Dan: What worries you the most about getting there? What is the biggest challenge to success?

Flavien: On the technical side, there are a number of challenges to overcome to ensure Bitcoin stays relevant in the long run. The scalability and the transaction fees are two related problems. We want to ensure the transaction throughput of Bitcoin can scale by two or even three orders of magnitude, without causing fees to skyrocket. Also, we don’t want to increase centralization of mining in the process. I am cautiously optimistic about those issues as payment channels and lightning networks could be the solution to those problems, however, it will take at least two years before we start seeing those implemented.

 

Dan: How do you see the so-called “Bitcoin 2.0” space evolving? There’s been a lot of experimentation, both with bitcoin-layered approaches, as well as new blockchains. Do you see the “2.0” space developing more towards layers on top of Bitcoin, or completely new chains?

Flavien: I personally don’t believe in the long term viability of alt-coins. Liquidity attracts liquidity. That’s why I think in the future, we’ll see more and more innovation being built directly on top of Bitcoin. And sidechains are a great way to have both the Bitcoin currency and alt-coin type features. Also, I believe we’ll sooner or later observe a peak in the “Crypto 2.0” hype. We’re seeing a lot of interesting innovations, but we’re also seeing a number of applications that don’t make a lot of sense.

 

Dan: How can we in the Digital Currency profession help Bitcoin adoption in general? How do we educate the public and communicate the benefits to potential new users?
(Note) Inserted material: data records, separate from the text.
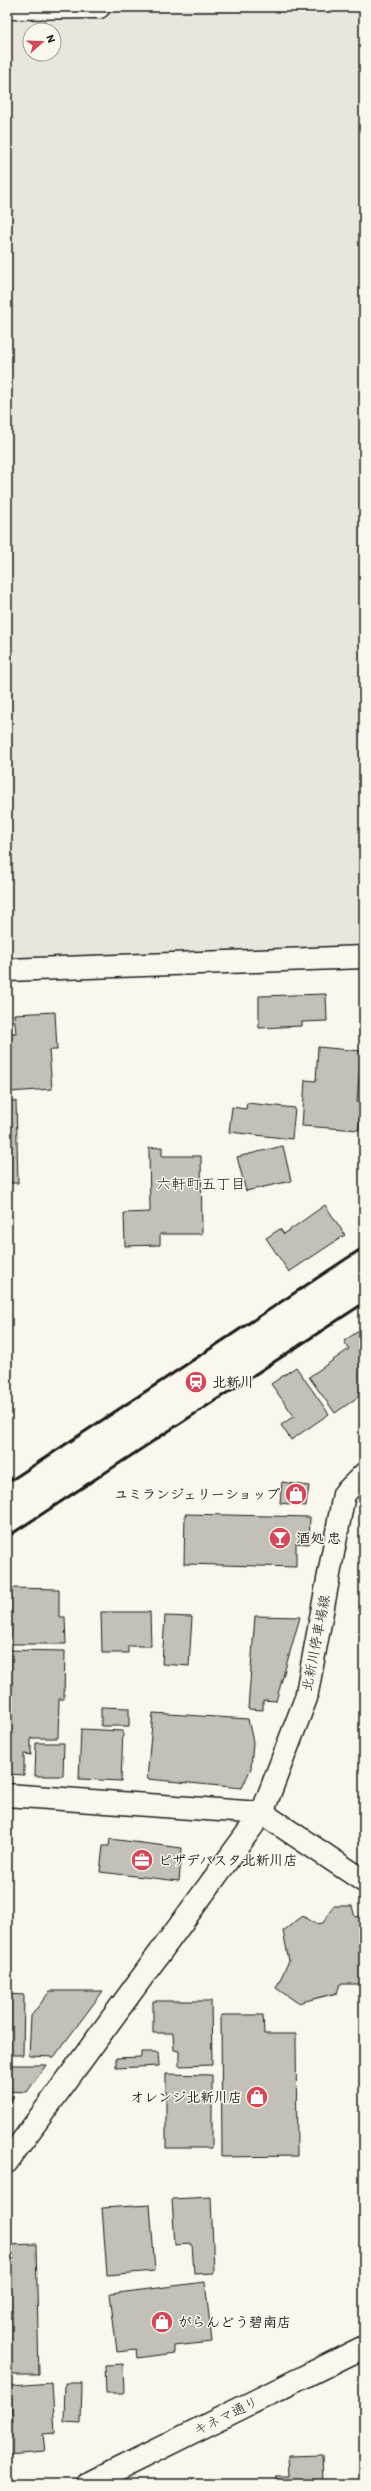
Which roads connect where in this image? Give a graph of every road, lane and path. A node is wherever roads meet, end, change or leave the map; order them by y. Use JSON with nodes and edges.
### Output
{"nodes":[{"id":1,"x":99,"y":7,"type":"edge"},
{"id":2,"x":7,"y":8,"type":"edge"},
{"id":3,"x":364,"y":957,"type":"edge"},
{"id":4,"x":7,"y":970,"type":"edge"},
{"id":5,"x":364,"y":1474,"type":"edge"},
{"id":6,"x":7,"y":1795,"type":"edge"},
{"id":7,"x":262,"y":1813,"type":"junction"},
{"id":8,"x":364,"y":1881,"type":"edge"},
{"id":9,"x":7,"y":2162,"type":"edge"},
{"id":10,"x":364,"y":2347,"type":"edge"},
{"id":11,"x":88,"y":2484,"type":"edge"}],
"edges":[{"from":1,"to":2,"type":"street"},
{"from":3,"to":4,"type":"street"},
{"from":5,"to":7,"type":"street","name":"北新川停車場線"},
{"from":6,"to":7,"type":"street"},
{"from":7,"to":8,"type":"street"},
{"from":7,"to":9,"type":"street","name":"北新川停車場線"},
{"from":10,"to":11,"type":"street","name":"キネマ通り"}]}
Flavien: Education is useful right now, but in the longer term, we want Bitcoin to be at a point where people just get it. I remember my first PC running Windows 95: it came with a 400 pages manual. On the other hand I also remember when Apple released the iPod, which didn’t have any manual at all. This was because the user experience was so simple it just didn’t need a manual. The crypto industry needs to make an effort around user experience, and the day people can start using Bitcoin without having to understand any of it is the day Bitcoin will have won.

 

Dan: Flavien, thank you very much for your time, insight and support of the Digital Currency Council.